_RECORDS FOR THE EXERCISE_:
══════════

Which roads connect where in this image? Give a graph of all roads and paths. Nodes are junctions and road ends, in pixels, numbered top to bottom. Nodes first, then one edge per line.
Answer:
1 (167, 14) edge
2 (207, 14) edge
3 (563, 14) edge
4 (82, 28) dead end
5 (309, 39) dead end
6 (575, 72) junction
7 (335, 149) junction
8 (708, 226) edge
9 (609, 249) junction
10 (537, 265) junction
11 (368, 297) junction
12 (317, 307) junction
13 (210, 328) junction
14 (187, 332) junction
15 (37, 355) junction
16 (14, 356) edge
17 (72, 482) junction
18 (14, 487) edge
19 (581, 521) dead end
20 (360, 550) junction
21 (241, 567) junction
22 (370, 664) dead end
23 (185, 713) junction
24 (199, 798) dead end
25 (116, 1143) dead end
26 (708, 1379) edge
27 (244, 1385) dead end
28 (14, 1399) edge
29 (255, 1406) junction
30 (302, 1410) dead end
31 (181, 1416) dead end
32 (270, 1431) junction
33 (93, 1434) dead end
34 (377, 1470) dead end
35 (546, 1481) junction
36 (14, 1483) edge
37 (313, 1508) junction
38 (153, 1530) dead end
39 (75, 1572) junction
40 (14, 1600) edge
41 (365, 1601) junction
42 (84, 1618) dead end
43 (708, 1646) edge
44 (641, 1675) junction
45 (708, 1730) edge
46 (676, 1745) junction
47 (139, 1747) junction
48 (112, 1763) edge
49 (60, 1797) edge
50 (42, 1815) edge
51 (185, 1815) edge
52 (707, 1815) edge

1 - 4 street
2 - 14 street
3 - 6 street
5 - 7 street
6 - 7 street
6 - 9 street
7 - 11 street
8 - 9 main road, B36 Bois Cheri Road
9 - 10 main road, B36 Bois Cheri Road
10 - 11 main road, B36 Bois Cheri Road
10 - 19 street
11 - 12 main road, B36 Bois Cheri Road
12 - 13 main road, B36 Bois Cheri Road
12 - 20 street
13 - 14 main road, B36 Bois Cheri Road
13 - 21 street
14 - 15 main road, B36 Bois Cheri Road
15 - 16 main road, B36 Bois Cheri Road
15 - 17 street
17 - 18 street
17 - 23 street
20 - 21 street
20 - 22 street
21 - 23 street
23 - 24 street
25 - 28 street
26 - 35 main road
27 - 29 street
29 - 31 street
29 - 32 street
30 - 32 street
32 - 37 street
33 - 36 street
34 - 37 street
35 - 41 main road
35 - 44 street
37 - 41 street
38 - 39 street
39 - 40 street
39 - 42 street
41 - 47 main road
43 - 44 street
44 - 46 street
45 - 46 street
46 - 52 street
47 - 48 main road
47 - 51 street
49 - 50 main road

══════════

_YOUR INSTRUCTIONS_: A complete answer reproduces every line of the records in which the word "Bois" occurs.

_REPLY_:
8 - 9 main road, B36 Bois Cheri Road
9 - 10 main road, B36 Bois Cheri Road
10 - 11 main road, B36 Bois Cheri Road
11 - 12 main road, B36 Bois Cheri Road
12 - 13 main road, B36 Bois Cheri Road
13 - 14 main road, B36 Bois Cheri Road
14 - 15 main road, B36 Bois Cheri Road
15 - 16 main road, B36 Bois Cheri Road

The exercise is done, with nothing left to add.